With the notable exception of RIM’s PlayBook OS and HP’s webOS, I’ve used the other mobile operating systems pretty extensively. Android’s the best for what I need. It doesn’t compare to iOS in many areas: music and video most obviously, in my usage. WM7 has some aesthetic advantages. But Android’s advantages – Google Apps integration, free tethering, desktop independence, etc – make it the winner for me.
YMMV, as always.
Q: Why the Xoom?
A: First and most importantly, it’s a Google Experience device. Meaning that you get vanilla Android, with none of the vendor’s dubious value add bolted on. It also means that features that the carriers tend to restrict or charge for, like tethering, are available. As long as Google Experience Android devices are available, I will always advantage them.
Q: But aren’t there other Google Experience devices coming to market? Like the Samsung 10.1 tablet?
A: Indeed there are. And I’m told that not only is the Samsung almost half a pound lighter than the Xoom, its screen is brighter to boot. The problem for me is that it’s incompatible with Verizon’s network, and is likely headed to AT&T. I already have an AT&T WAN connection in my Nexus One, so my preference was for a Verizon compatible device.
I think it’s also possible, even likely, that Google will pay slightly closer attention to the Xoom as it’s the flagship launch device. Which can’t hurt.

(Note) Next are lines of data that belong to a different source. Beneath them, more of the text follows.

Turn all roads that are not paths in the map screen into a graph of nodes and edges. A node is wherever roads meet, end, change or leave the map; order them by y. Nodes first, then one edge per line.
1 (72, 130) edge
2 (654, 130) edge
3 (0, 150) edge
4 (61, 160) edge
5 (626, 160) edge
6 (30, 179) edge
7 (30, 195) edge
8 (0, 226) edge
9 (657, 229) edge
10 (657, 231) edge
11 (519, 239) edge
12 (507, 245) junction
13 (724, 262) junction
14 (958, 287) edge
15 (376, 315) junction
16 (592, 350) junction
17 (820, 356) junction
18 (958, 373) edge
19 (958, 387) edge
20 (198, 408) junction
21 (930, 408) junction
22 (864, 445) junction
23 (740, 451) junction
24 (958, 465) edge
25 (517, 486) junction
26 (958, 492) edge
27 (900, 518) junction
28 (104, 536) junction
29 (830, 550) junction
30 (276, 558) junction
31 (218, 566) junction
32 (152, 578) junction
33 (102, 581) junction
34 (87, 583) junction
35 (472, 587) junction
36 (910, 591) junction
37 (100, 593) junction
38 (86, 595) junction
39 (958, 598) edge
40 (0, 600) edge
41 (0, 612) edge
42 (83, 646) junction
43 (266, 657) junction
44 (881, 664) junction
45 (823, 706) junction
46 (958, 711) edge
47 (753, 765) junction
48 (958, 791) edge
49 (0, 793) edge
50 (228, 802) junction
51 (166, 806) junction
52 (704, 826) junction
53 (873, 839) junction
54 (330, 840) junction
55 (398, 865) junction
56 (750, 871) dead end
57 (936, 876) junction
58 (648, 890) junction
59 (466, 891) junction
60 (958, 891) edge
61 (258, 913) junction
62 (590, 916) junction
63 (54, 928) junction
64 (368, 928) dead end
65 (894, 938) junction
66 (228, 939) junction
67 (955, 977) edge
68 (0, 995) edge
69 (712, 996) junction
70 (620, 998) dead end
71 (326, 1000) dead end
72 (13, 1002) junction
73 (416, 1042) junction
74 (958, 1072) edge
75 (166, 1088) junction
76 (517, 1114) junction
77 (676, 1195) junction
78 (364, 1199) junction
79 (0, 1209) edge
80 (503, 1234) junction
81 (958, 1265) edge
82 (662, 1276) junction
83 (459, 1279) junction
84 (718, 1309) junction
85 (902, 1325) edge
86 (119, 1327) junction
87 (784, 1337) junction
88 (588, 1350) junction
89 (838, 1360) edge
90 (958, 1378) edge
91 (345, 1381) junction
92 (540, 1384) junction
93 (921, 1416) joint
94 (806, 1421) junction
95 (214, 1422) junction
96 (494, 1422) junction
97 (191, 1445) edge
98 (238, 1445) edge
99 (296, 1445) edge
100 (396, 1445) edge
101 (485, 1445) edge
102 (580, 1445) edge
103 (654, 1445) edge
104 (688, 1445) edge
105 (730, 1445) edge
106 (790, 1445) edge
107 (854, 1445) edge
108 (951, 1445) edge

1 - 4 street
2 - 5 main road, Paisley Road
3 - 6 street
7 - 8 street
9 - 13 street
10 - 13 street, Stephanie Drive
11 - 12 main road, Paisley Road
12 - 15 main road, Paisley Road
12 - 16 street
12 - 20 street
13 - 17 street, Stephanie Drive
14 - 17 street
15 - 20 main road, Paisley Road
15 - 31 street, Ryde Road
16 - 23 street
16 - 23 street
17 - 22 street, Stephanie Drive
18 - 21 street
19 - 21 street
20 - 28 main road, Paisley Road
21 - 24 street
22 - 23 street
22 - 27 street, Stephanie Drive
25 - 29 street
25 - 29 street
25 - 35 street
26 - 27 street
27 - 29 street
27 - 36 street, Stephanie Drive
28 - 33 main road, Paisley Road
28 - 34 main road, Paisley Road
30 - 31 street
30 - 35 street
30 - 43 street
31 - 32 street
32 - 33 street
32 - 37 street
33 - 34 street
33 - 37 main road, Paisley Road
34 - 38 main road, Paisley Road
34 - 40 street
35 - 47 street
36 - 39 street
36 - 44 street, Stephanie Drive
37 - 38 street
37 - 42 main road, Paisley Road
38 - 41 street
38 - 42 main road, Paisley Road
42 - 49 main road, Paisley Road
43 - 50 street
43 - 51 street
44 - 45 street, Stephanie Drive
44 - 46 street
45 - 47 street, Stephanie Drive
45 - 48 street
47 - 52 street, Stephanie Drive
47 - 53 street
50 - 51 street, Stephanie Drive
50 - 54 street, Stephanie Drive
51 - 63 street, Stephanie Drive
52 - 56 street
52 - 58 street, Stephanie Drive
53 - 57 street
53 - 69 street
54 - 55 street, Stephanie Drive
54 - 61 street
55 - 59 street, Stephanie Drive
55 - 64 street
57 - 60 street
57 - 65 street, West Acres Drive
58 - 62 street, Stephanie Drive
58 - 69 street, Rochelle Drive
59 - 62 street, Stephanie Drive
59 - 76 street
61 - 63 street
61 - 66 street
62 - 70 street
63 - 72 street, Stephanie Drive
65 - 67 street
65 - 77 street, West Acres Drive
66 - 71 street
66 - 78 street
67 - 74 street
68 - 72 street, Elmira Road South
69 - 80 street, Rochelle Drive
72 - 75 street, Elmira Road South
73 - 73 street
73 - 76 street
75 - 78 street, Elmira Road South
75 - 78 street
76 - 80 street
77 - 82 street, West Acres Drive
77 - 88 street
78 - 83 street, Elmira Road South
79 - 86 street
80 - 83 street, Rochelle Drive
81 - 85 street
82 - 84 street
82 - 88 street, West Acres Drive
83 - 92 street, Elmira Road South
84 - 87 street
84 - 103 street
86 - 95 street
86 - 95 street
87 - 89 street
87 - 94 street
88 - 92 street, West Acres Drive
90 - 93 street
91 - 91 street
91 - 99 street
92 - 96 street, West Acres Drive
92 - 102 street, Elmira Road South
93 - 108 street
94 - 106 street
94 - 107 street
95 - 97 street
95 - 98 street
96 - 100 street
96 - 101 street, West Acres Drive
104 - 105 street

Hence the Xoom, in spite of its extra heft. Though we’ll see if I’m tempted to revisit that decision after two weeks of carrying it.
Q: Would you recommend users consider a tablet?
A: Having had one for approximately twenty-four hours, I can’t really answer that question. But my suspicion is that it’s a use case question. If your primary work function is content creation – coding, writing, design – a tablet’s not likely to be a first device for you. If, like me, you’re moving to a workstation/travel machine model, a tablet might be a viable complementary device for you.
Hopefully I’ll have a better answer on the subject in two weeks.
Disclosure: There is nothing to disclose here. Motorola is not a RedMonk client, and this device was purchased. We are always open to review units for GearMonk coverage, however.